I told my doctor I didn't want to go back to the other ultrasound clinic because of what happened and this time they managed to get me into Jimmy Pattison which I've heard nothing but good reviews for. And our 3D is booked for the same place as last time. Hopefully both go well :)

For now I just have to trust God that everything is going well with the little baby I side and remember that He has a plan for all. The frequent pokes and jabs baby is giving me is a reassuring reminder.

Wednesday 19 December 2012

Winter wonderland

We woke up this morning to a decent (by Vancouver standards) amount of snowfall. It's now lunch time and it's still going strong out here! At this very moment there is a semi-truck backsliding down 88th and no one can get past him. Conditions aren't so good out there. Stay safe everyone!

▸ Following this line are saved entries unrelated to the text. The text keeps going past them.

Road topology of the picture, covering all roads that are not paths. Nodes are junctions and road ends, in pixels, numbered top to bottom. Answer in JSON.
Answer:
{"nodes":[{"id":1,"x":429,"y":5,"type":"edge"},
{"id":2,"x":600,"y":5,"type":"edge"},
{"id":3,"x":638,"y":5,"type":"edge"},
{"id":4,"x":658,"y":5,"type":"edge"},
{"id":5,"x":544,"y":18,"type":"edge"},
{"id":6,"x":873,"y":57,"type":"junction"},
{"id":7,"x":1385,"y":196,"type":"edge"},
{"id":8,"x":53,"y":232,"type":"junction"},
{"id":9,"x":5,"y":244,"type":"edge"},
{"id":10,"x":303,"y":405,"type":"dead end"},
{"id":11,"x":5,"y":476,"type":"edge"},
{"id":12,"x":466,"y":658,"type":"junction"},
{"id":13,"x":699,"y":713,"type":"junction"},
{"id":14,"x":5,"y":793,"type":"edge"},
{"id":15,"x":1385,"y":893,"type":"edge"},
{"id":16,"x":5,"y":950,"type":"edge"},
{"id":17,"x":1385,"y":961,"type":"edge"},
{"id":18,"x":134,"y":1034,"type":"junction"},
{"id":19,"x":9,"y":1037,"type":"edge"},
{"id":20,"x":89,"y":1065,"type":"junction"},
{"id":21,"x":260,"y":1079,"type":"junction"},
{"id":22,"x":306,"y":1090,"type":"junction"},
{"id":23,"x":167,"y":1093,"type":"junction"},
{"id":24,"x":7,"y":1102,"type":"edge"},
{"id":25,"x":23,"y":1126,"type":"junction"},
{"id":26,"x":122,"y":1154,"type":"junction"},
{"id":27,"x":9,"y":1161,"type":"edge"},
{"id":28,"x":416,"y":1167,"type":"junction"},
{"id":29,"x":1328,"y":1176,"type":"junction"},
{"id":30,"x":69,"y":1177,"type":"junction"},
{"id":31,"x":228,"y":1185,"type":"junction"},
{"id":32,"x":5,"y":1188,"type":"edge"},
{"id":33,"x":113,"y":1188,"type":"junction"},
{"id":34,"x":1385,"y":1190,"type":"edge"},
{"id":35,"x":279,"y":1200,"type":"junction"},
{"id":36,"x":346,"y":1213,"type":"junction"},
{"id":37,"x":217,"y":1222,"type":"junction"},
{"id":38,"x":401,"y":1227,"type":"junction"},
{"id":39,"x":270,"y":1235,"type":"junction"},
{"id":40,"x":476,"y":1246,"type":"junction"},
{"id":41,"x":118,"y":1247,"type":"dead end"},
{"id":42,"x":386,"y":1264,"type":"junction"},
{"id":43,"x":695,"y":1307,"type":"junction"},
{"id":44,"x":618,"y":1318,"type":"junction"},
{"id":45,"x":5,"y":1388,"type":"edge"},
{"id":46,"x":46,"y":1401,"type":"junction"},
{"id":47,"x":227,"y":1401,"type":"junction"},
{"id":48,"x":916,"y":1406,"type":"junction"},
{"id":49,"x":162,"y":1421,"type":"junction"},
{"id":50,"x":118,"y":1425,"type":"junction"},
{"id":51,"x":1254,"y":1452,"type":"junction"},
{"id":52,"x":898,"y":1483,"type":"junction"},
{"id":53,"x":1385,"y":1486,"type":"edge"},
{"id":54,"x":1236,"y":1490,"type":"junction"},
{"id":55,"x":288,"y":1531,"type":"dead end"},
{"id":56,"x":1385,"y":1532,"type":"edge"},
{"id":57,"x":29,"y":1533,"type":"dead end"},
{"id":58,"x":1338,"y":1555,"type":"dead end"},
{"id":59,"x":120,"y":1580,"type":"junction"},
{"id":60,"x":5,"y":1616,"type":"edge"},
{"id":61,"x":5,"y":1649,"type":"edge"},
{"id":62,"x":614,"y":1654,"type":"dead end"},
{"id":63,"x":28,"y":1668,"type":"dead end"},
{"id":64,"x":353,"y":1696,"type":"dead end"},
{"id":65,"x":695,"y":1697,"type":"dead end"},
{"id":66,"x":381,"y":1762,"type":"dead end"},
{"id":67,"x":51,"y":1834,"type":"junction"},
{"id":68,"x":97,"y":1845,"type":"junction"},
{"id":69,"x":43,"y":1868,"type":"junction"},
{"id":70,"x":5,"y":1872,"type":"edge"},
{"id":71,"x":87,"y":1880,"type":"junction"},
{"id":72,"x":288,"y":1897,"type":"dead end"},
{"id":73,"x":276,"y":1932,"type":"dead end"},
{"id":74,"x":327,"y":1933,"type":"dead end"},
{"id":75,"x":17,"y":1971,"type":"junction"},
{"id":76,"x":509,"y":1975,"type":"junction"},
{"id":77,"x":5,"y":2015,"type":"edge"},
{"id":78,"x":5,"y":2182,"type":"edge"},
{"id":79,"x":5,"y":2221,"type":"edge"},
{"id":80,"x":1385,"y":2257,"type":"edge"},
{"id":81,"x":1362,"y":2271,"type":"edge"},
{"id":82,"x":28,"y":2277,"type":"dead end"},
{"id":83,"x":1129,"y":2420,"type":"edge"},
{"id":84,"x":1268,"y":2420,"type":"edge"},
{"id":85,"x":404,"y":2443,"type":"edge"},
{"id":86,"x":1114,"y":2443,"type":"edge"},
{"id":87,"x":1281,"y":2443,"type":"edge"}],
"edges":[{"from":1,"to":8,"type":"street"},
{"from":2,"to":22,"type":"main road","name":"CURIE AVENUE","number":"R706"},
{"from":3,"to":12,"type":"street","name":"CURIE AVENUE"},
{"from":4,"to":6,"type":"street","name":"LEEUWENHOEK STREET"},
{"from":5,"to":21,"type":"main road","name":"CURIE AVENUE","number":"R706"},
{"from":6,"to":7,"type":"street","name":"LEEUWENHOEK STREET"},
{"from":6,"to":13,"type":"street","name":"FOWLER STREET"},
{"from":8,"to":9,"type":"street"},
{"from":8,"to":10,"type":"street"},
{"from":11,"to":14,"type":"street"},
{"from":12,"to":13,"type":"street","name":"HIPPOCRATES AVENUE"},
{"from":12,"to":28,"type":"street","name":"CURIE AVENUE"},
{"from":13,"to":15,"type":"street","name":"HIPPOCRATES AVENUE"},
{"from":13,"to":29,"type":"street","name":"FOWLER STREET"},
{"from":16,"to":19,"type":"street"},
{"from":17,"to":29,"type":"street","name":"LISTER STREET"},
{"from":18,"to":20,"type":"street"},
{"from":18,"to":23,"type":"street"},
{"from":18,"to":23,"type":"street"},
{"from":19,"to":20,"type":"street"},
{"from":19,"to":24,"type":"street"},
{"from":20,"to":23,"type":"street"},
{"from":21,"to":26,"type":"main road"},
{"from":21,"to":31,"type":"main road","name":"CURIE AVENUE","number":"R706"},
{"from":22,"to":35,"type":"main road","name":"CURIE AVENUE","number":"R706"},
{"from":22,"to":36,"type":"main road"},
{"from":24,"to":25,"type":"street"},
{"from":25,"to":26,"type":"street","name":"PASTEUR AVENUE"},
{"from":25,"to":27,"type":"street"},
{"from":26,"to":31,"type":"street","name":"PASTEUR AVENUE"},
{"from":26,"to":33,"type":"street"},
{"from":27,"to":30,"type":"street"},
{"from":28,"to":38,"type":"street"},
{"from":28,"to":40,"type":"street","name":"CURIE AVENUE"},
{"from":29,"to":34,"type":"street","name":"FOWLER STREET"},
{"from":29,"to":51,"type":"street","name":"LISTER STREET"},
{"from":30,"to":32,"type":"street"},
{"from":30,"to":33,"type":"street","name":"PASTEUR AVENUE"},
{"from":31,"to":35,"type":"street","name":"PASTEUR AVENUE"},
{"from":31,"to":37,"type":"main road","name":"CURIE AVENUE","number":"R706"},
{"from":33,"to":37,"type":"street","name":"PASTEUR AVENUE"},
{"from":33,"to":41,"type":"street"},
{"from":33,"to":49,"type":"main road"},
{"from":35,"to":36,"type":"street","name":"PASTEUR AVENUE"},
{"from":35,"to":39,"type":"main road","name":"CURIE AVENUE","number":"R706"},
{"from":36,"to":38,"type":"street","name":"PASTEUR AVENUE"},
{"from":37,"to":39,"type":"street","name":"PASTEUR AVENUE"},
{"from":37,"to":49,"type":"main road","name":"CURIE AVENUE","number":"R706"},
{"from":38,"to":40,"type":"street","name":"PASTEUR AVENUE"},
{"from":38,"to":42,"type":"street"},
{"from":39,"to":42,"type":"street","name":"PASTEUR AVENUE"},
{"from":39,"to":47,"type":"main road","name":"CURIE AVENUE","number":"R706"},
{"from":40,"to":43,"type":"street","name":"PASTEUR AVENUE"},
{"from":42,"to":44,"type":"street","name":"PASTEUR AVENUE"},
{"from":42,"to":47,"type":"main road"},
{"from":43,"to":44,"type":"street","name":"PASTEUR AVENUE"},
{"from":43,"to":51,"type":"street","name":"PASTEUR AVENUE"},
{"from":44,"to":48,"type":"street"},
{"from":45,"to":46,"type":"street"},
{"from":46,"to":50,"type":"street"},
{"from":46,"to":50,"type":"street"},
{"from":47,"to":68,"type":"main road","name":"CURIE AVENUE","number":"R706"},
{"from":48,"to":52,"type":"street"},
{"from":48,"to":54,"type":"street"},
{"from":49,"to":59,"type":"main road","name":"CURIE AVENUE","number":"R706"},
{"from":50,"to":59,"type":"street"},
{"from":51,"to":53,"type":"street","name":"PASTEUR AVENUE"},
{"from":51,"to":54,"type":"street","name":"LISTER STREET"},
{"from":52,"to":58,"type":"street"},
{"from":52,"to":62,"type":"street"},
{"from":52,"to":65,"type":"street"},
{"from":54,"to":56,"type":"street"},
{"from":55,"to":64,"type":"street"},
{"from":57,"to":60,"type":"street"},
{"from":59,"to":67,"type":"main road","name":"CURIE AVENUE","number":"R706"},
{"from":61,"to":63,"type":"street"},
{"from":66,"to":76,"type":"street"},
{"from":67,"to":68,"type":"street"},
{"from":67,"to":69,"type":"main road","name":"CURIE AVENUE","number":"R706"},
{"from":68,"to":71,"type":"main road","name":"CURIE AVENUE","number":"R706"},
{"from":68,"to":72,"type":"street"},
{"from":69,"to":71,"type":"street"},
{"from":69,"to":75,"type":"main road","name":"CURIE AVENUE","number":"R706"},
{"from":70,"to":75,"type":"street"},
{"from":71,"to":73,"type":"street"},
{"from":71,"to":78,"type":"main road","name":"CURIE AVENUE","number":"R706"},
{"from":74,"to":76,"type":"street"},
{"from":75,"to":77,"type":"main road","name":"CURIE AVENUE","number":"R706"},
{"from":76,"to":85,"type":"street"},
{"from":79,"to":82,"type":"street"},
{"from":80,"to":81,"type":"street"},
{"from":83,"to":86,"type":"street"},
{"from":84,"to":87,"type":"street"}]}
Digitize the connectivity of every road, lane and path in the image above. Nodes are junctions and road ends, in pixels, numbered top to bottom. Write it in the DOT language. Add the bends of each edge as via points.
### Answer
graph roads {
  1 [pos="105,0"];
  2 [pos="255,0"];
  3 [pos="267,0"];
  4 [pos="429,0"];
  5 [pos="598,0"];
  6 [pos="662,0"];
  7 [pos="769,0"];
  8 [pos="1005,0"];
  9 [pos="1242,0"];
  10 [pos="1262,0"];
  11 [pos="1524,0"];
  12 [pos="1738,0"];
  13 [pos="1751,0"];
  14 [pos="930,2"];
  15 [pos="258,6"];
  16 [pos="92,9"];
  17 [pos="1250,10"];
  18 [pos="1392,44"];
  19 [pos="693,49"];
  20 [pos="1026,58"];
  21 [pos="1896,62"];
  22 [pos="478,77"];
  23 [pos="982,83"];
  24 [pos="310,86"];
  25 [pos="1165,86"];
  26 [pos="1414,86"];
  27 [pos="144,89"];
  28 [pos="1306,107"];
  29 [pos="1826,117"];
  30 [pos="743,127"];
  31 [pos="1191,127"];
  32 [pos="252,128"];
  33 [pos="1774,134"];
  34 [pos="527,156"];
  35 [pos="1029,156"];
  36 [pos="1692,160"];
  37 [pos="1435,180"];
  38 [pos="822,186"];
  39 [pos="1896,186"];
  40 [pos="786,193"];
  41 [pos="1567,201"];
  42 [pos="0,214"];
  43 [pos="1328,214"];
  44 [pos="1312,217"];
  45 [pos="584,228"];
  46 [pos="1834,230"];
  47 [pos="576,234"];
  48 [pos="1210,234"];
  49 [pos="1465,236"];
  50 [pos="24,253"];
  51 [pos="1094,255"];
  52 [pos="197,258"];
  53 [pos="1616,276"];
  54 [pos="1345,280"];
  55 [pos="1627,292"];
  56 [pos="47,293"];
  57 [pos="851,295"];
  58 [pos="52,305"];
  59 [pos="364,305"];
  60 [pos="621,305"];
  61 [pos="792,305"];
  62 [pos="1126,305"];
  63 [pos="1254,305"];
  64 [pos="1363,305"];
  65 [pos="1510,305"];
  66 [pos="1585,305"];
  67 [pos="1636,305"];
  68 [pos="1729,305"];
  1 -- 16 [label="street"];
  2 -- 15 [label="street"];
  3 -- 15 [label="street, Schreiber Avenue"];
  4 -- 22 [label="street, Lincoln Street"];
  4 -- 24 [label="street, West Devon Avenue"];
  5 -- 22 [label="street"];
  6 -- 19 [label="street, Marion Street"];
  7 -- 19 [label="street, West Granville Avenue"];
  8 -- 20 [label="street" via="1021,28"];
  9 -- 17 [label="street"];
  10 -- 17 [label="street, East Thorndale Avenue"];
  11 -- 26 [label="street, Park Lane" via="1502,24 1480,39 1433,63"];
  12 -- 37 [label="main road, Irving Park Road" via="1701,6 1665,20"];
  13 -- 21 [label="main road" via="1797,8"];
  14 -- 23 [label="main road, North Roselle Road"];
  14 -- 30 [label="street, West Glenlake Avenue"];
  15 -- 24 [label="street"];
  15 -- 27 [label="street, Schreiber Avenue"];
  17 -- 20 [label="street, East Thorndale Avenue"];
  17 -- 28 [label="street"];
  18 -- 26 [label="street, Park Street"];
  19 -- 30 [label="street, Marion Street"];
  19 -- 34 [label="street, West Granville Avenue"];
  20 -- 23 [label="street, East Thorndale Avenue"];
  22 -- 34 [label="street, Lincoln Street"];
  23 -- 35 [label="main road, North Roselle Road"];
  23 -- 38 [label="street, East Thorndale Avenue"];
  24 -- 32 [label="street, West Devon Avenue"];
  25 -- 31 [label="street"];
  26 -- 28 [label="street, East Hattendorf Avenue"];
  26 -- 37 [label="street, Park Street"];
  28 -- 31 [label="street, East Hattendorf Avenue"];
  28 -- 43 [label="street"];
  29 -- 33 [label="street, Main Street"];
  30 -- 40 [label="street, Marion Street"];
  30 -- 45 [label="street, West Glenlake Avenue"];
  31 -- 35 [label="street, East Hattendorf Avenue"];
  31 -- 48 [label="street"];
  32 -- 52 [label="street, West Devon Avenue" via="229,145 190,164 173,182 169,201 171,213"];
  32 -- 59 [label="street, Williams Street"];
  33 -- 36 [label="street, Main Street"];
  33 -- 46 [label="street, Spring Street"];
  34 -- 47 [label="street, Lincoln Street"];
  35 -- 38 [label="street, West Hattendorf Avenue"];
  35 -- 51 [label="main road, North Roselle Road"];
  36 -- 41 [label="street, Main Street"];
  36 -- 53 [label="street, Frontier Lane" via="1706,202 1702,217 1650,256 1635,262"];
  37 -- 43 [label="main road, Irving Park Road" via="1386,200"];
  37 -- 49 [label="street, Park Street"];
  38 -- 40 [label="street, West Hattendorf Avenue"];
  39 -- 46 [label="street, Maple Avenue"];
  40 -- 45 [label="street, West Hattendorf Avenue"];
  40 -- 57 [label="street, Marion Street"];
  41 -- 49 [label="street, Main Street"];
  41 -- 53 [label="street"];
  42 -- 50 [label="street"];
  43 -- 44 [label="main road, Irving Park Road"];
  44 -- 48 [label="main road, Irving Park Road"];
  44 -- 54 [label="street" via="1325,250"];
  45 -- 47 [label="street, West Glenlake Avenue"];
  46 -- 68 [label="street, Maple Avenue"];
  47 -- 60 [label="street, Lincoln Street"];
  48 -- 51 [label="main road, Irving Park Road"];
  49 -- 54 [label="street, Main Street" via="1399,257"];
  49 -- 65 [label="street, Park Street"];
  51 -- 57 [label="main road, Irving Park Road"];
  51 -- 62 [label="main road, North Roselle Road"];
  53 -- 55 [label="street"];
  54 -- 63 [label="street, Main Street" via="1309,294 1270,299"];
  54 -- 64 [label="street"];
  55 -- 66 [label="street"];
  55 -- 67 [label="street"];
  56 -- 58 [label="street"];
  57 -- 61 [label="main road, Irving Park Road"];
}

I took Noah outside at 8:30 am because I wasn't sure how long it'd be til it turned to rain. He hasn't ever played out in the snow and it seemed he was not all that interested today either. He simply walked around our complex pointing to things and listening to the crunch of the snow under his boots. He refuses to wear gloves and so after one touch of the fluffy cold stuff he didn't try it again. But he was still upset when I took him in half an hour later, red cheeked and damp.



Yesterday I spent the afternoon at my mommas making the traditional chocolate peanut butter balls. She puts    
cherries in hers where as I prefer them plain. Next year we are considering buying some kind of mold and trying to make them into cups. The dipping can be so challenging otherwise!

As far as pregnancy goes, I am starting to feel large. I know I'm not that huge, but I think I am significantly bigger then I was with my first at this point which makes me feel slightly self conscience. I think it's because baby is poking more outward this time around instead of lower. And the hunger has finally kicked into full gear. I feel like I am snacking all day long and I've actually gained a few pounds now. With Noah I wasn't a gradual gainer, I would suddenly gain four pounds in two weeks and then nothing for the next month. This seems to be happening again. It's not a bad thing but it always concerns me that I'll gain too much and be stuck with a lot of weight to loose after baby is born. I came out of the hospital with only four extra pounds on me last time and I'm hoping It'll be similar this time if I'm lucky.



Other then that not much going on here. Business as usual with an active toddler. Only 2.5 more days until Matt is on Christmas break for eleven days and I am so looking forward to that!



Friday 14 December 2012

Devastated

I don't even know what to say. But my heart aches so strongly for those affected in CN today that I feel like I have to at least acknowledge what has happened and try to piece together a few thoughts.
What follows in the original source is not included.